A variant data type is an array of values with more than one data type and provides flexibility to handle diverse and unstructured data from multiple sources without enforcing a rigid schema. This adaptability accommodates data that evolves or comes from different environments, enabling seamless integration and storage.

You can use Prophecy to convert your variant data into flat, structured formats to make them easier to understand and use for analytics. This helps you determine the data types of each value in your Snowflake array or object.

In Prophecy, you can do the following with variant data:

  • Infer the variant schema
  • Configure the parsing limit for inferring the column structure
  • Use a nested column inside of the visual expression builder

Infer and edit variant data types

Prophecy does not store variant data types within the table definition. Each row can vary in data types, which makes them difficult to infer and use. Fortunately, you don't have to infer the schema yourself. You can use the column selector inside of your gems to automatically infer the variant data type, explore the multi-type variant structure, and later select a nested column to use in your transformations.

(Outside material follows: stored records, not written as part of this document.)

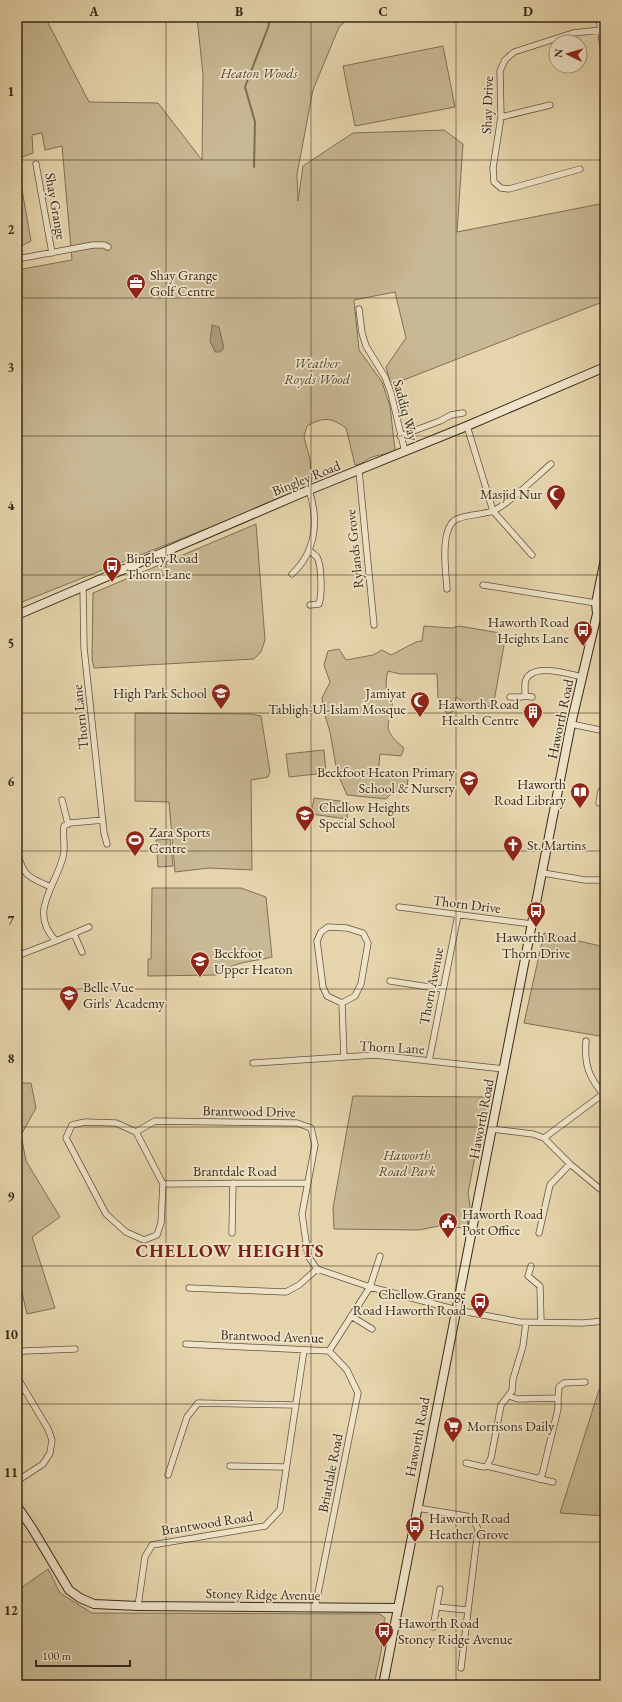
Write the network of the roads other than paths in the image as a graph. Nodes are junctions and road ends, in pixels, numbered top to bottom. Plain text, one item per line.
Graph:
1 (600, 17) edge
2 (601, 30) junction
3 (605, 63) edge
4 (550, 105) dead end
5 (501, 117) junction
6 (36, 164) dead end
7 (580, 169) dead end
8 (108, 248) dead end
9 (52, 253) junction
10 (17, 259) edge
11 (359, 309) dead end
12 (605, 367) edge
13 (463, 412) dead end
14 (467, 426) junction
15 (400, 436) junction
16 (405, 452) junction
17 (551, 464) dead end
18 (359, 471) junction
19 (309, 490) junction
20 (493, 510) junction
21 (310, 551) junction
22 (532, 555) dead end
23 (605, 559) edge
24 (292, 574) dead end
25 (483, 585) dead end
26 (83, 587) junction
27 (447, 589) dead end
28 (596, 603) junction
29 (310, 605) dead end
30 (601, 613) edge
31 (17, 616) edge
32 (374, 625) dead end
33 (583, 677) junction
34 (525, 696) junction
35 (510, 697) dead end
36 (532, 697) dead end
37 (572, 724) junction
38 (605, 731) edge
39 (601, 791) dead end
40 (62, 800) dead end
41 (600, 803) edge
42 (103, 820) junction
43 (68, 824) junction
44 (107, 844) dead end
45 (17, 852) edge
46 (543, 873) junction
47 (605, 880) edge
48 (51, 887) junction
49 (399, 907) dead end
50 (458, 915) junction
51 (532, 924) junction
52 (89, 927) dead end
53 (74, 934) junction
54 (56, 941) junction
55 (82, 952) dead end
56 (17, 956) edge
57 (390, 981) dead end
58 (442, 989) junction
59 (342, 1004) junction
60 (586, 1041) dead end
61 (344, 1057) junction
62 (429, 1061) junction
63 (253, 1063) dead end
64 (504, 1069) junction
65 (604, 1096) edge
66 (492, 1129) junction
67 (136, 1132) junction
68 (544, 1138) junction
69 (570, 1164) junction
70 (308, 1182) junction
71 (233, 1183) junction
72 (163, 1184) junction
73 (605, 1192) edge
74 (539, 1232) dead end
75 (232, 1234) dead end
76 (380, 1256) dead end
77 (530, 1266) dead end
78 (317, 1269) junction
79 (370, 1287) junction
80 (189, 1288) dead end
81 (457, 1310) junction
82 (351, 1316) junction
83 (605, 1321) edge
84 (526, 1322) junction
85 (541, 1322) junction
86 (372, 1329) dead end
87 (186, 1344) dead end
88 (75, 1349) dead end
89 (304, 1350) junction
90 (329, 1351) junction
91 (17, 1354) edge
92 (17, 1377) edge
93 (585, 1382) dead end
94 (509, 1396) junction
95 (558, 1398) junction
96 (296, 1405) junction
97 (466, 1463) dead end
98 (230, 1466) dead end
99 (487, 1466) junction
100 (286, 1467) junction
101 (168, 1475) dead end
102 (539, 1479) junction
103 (17, 1481) edge
104 (553, 1482) dead end
105 (17, 1506) edge
106 (417, 1508) junction
107 (440, 1589) dead end
108 (138, 1606) junction
109 (437, 1607) junction
110 (315, 1608) junction
111 (398, 1608) junction
112 (467, 1610) junction
113 (433, 1627) dead end
114 (461, 1668) dead end
115 (383, 1685) edge

1 - 2 street
2 - 3 street
2 - 5 street, Shay Drive
4 - 5 street
5 - 7 street, Shay Drive
6 - 9 street, Shay Grange
8 - 9 street
9 - 10 street
11 - 15 street, Saddiq Way
12 - 14 main road, Bingley Road
13 - 15 street
14 - 16 main road, Bingley Road
14 - 20 street
15 - 16 street, Saddiq Way
16 - 18 main road, Bingley Road
17 - 20 street
18 - 19 main road, Bingley Road
18 - 32 street, Rylands Grove
19 - 21 street
19 - 26 main road, Bingley Road
20 - 22 street
20 - 27 street
21 - 24 street
21 - 29 street
23 - 28 main road, Haworth Road
25 - 28 street
26 - 31 main road, Bingley Road
26 - 42 street, Thorn Lane
28 - 30 main road, Haworth Road
30 - 33 main road, Haworth Road
33 - 34 street
33 - 37 main road, Haworth Road
34 - 35 street
34 - 36 street
37 - 38 street
37 - 46 main road, Haworth Road
39 - 41 street
40 - 43 street
42 - 43 street
42 - 44 street, Thorn Lane
43 - 48 street
45 - 48 street
46 - 47 street
46 - 51 main road, Haworth Road
48 - 54 street
49 - 50 street, Thorn Drive
50 - 51 street, Thorn Drive
50 - 58 street, Thorn Avenue
51 - 64 main road, Haworth Road
52 - 53 street
53 - 54 street
53 - 55 street
54 - 56 street
57 - 58 street
58 - 62 street, Thorn Avenue
59 - 59 street
59 - 61 street
60 - 65 street
61 - 62 street, Thorn Lane
61 - 63 street, Thorn Lane
62 - 64 street, Thorn Lane
64 - 66 main road, Haworth Road
65 - 68 street
66 - 68 street
66 - 81 main road, Haworth Road
67 - 70 street, Brantwood Drive
67 - 72 street
67 - 72 street
68 - 69 street
69 - 73 street
69 - 74 street
70 - 71 street, Brantdale Road
70 - 78 street, Brantwood Drive
71 - 72 street, Brantdale Road
71 - 75 street
76 - 79 street, Brantwood Avenue
77 - 85 street
78 - 79 street
78 - 80 street
79 - 81 street
79 - 82 street, Brantwood Avenue
81 - 84 street
81 - 106 main road, Haworth Road
82 - 86 street
82 - 90 street, Brantwood Avenue
83 - 85 street
84 - 85 street
84 - 94 street
87 - 89 street, Brantwood Avenue
88 - 91 street
89 - 90 street, Brantwood Avenue
89 - 96 street, Brantwood Road
90 - 110 street, Briardale Road
92 - 103 street
93 - 95 street
94 - 95 street
94 - 99 street
95 - 102 street
96 - 100 street, Brantwood Road
96 - 101 street
97 - 99 street
98 - 100 street
99 - 102 street
100 - 108 street, Brantwood Road
102 - 104 street
105 - 108 main road, Stoney Ridge Avenue
106 - 111 main road, Haworth Road
106 - 112 street
107 - 109 street
108 - 110 main road, Stoney Ridge Avenue
109 - 112 street
109 - 113 street
110 - 111 main road, Stoney Ridge Avenue
111 - 115 main road, Haworth Road
112 - 114 street

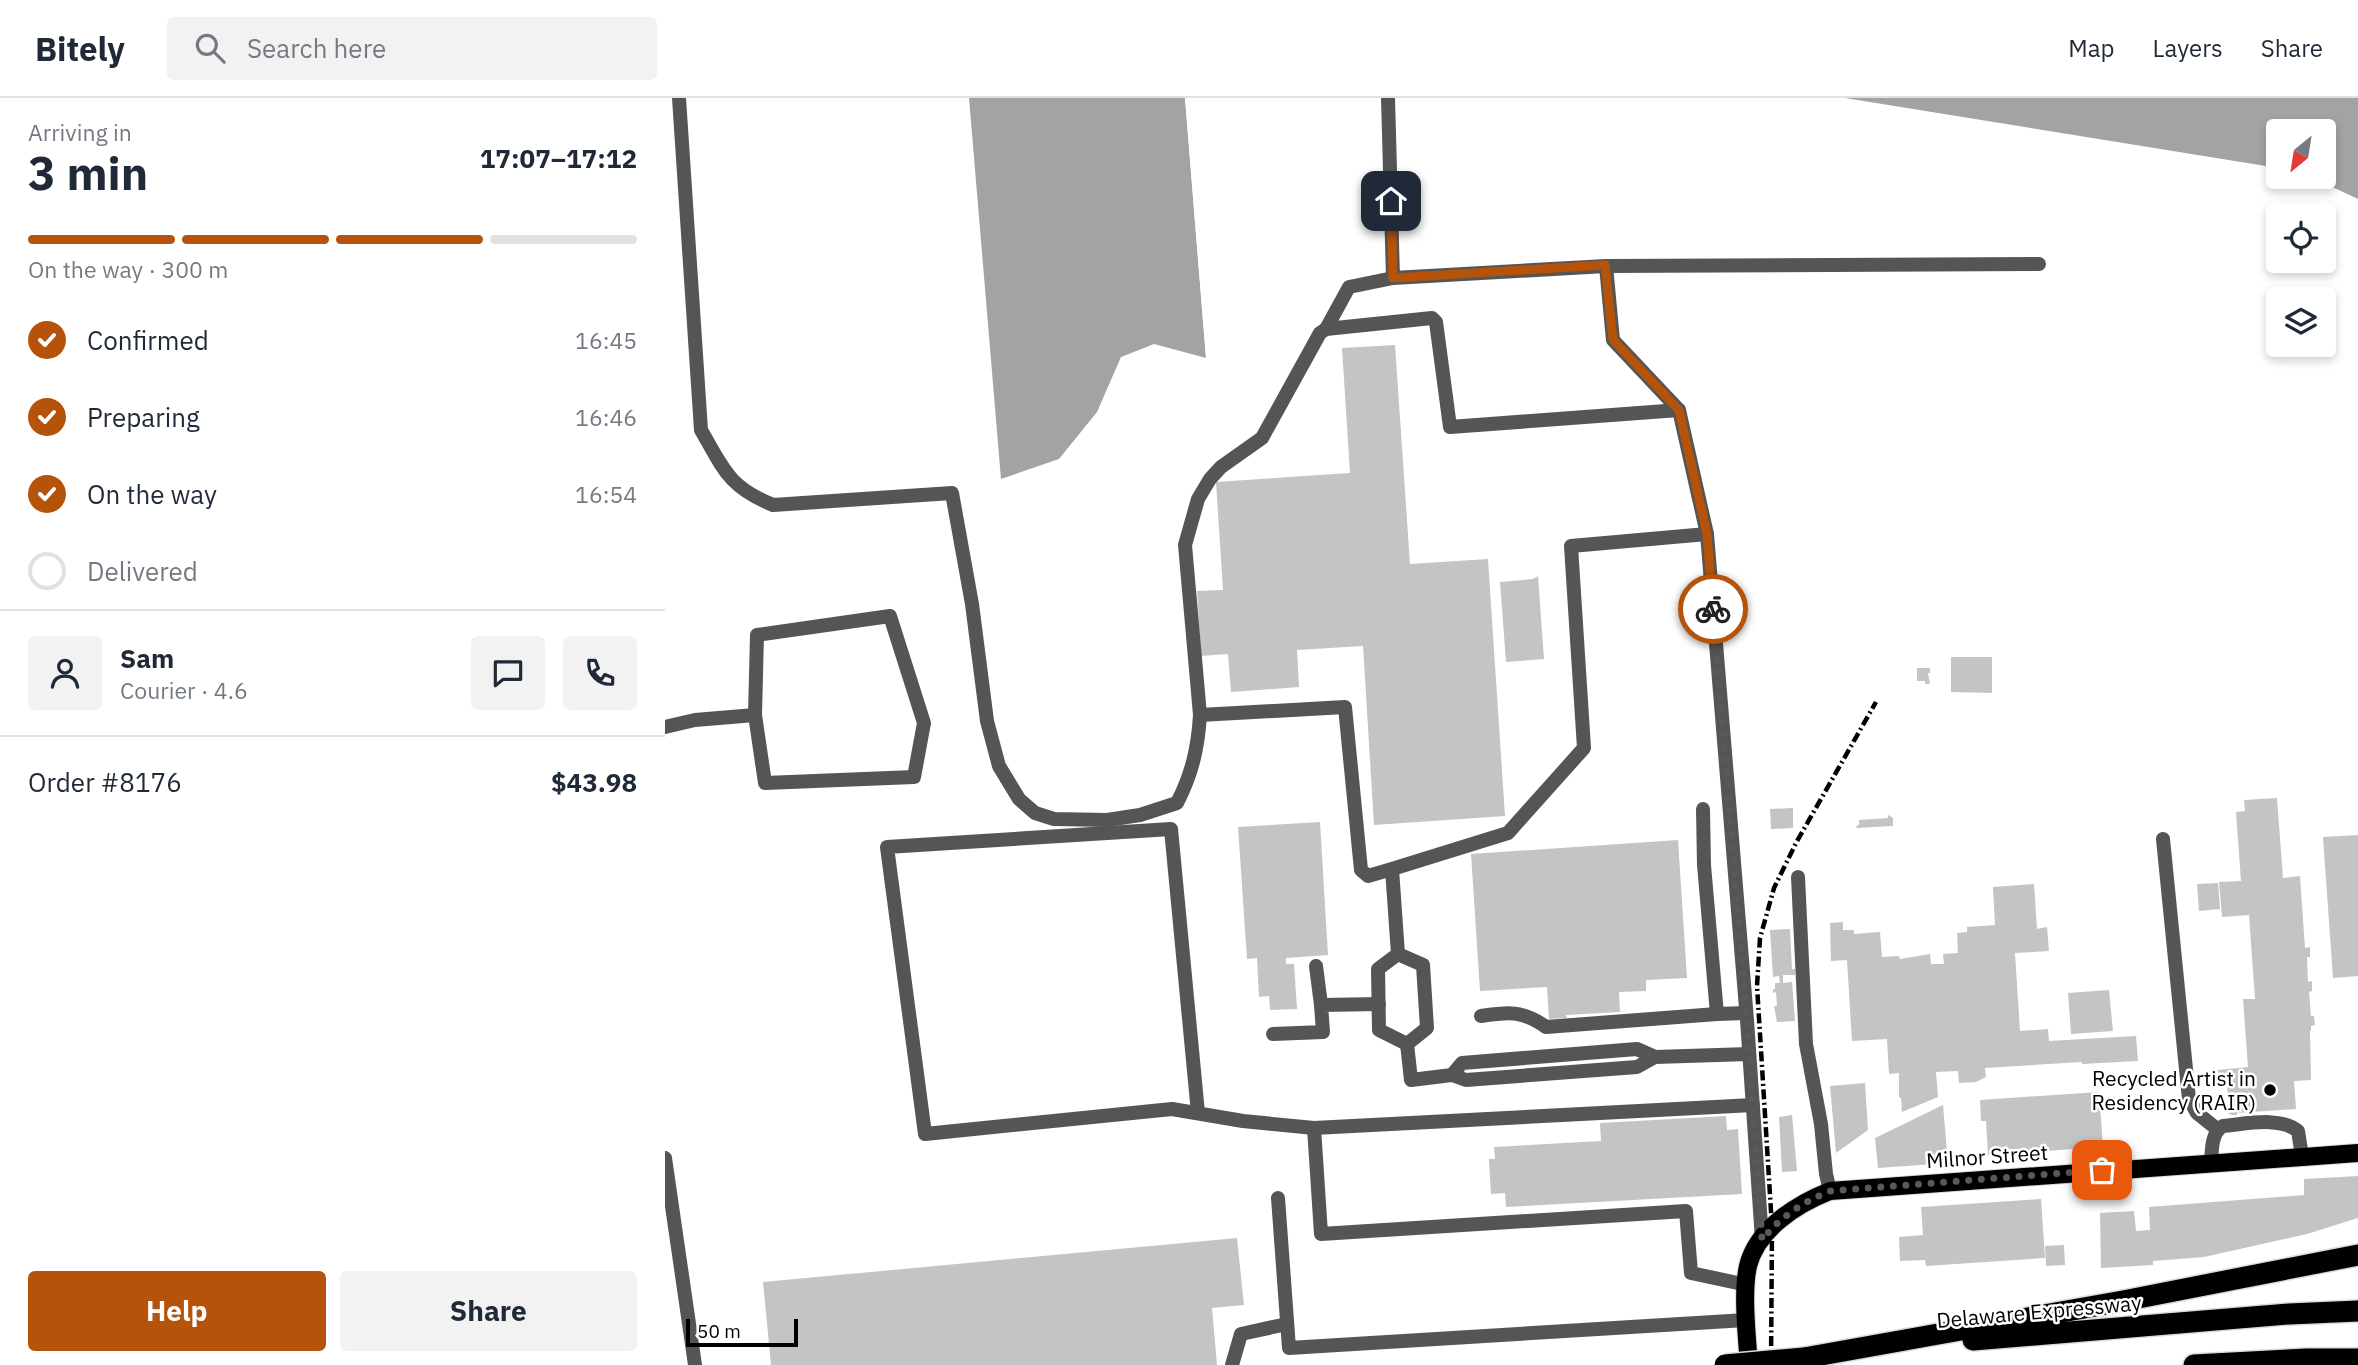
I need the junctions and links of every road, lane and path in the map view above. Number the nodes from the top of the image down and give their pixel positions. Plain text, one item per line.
1 (679, 98) edge
2 (1388, 98) edge
3 (2039, 264) dead end
4 (1605, 265) junction
5 (1393, 278) junction
6 (1326, 329) junction
7 (1679, 410) junction
8 (1707, 534) junction
9 (755, 715) junction
10 (1200, 715) junction
11 (665, 727) edge
12 (1703, 809) dead end
13 (2163, 839) dead end
14 (1392, 869) junction
15 (1798, 877) dead end
16 (1398, 954) junction
17 (1316, 966) dead end
18 (1379, 1004) junction
19 (1321, 1005) junction
20 (1747, 1013) junction
21 (1717, 1014) junction
22 (1481, 1016) dead end
23 (1273, 1034) dead end
24 (1406, 1044) junction
25 (1749, 1054) junction
26 (1752, 1098) junction
27 (1198, 1113) junction
28 (1314, 1128) junction
29 (2217, 1129) junction
30 (2358, 1153) edge
31 (2302, 1156) junction
32 (665, 1158) edge
33 (2211, 1162) junction
34 (1830, 1191) junction
35 (1278, 1198) dead end
36 (1762, 1240) junction
37 (2358, 1255) edge
38 (1747, 1285) junction
39 (2355, 1311) edge
40 (1746, 1320) junction
41 (1287, 1324) junction
42 (1804, 1358) junction
43 (2358, 1359) edge
44 (1748, 1361) edge
45 (695, 1365) edge
46 (1232, 1365) edge
47 (1725, 1365) edge
48 (2194, 1365) edge

1 - 10 lane
2 - 5 lane
3 - 4 lane
4 - 5 lane
4 - 7 lane
5 - 6 lane
6 - 7 lane
6 - 10 lane
7 - 8 lane
8 - 14 lane
8 - 20 lane
9 - 9 lane
9 - 11 lane
10 - 14 lane
12 - 21 lane
13 - 29 lane
14 - 16 lane
15 - 34 lane
16 - 18 lane
16 - 24 lane
17 - 19 lane
18 - 19 lane
18 - 24 lane
19 - 23 lane
20 - 21 lane
20 - 25 lane
21 - 22 lane
24 - 25 lane
25 - 26 lane
26 - 28 lane
26 - 36 lane
27 - 27 lane
27 - 28 lane
28 - 38 lane
29 - 31 lane
29 - 33 lane
30 - 31 main road, Milnor Street
31 - 33 main road, Milnor Street
32 - 45 lane
33 - 34 main road, Milnor Street
34 - 36 main road, Milnor Street
35 - 41 lane
36 - 38 main road, Milnor Street
37 - 42 highway
38 - 40 main road, Milnor Street
39 - 42 highway, Delaware Expressway
40 - 41 lane
40 - 44 main road, Milnor Street
41 - 46 lane
42 - 47 highway, Delaware Expressway, bridge
43 - 48 highway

To automatically infer the variant data type:

  1. Open a gem that uses a variant column input, such as the FlattenSchema gem.

  2. Click the Variant dropdown, and click Infer Schema.

    Prophecy automatically detects and identifies the variant data types in your input data.

    Schema and column selector

    note

    Prophecy caches the inferred schema so you can use it again in the future whenever you reopen the model, gem, or another gem connected to the same input port.

    To see the last time your variant data type was inferred, see the box at the bottom of the column selector.

    To refresh the schema, click Infer Schema again.

Edit the variant data type schema

If Prophecy missed certain schema cases while sampling the records, you can make edits yourself.

To edit the variant data type schema:

  1. Click the Variant dropdown, and click Edit Schema.

  2. Use the data type dropdowns to manually choose the data type of each nested schema.

    Edit schema view

Variant sample setting

When Prophecy infers the variant data type, it samples the records to identify all potential iterations of keys and values within the schema. The default number of records that Prophecy parses to understand the nested data schema is 100.

To update this limit:

  1. Click on ... at the top of the page.

  2. Click Development Settings.

  3. Put in the number of records you want Prophecy to parse to understand the nested data schema.

    We recommend that you increase the limit for small structures, or decrease it for larger ones.

    Variant sampling setting

note

This setting does not rely on the ratio of the data since that would require a complete count of the data records.

Use a nested column in an expression

In the column selector, you can add a nested column by clicking Add Column when you hover over the input field name.

Add column

When you add a column nested within a variant data type, Prophecy automatically generates several fields according to the following rules:

FieldRule
Column nameThe column name matches the input field name, and is prefixed with the parent field path. If there's a conflict, Prophecy appends numbers starting with _0 until it becomes unique.
For example, if the column name customers_name already exists, Prophecy might name the new field customers_name_0.
ExpressionThe expression represents the full path to the selected field, and uses existing flattened subpaths.
Data typeThe data type is automatically CAST to the closest inferred type.

Default casting

Prophecy automatically adds a CAST to any column you add from a nested type. By default, the column is cast using the standard CAST(x AS y) syntax.

In some cases, a path within a variant data type may hold different value types across rows. For example, a dataset can contain different data types, such as integer, object, and boolean for each row’s value key.

Prophecy supports this scenario by presenting each detected data type for a given key, array, or object as a separate item in the column selector. When you add one of those columns to the expression, Prophecy uses explicit casting, which may error out if the cast is not possible. You can change this behavior by using TRY_CAST, which returns null if the cast is not possible.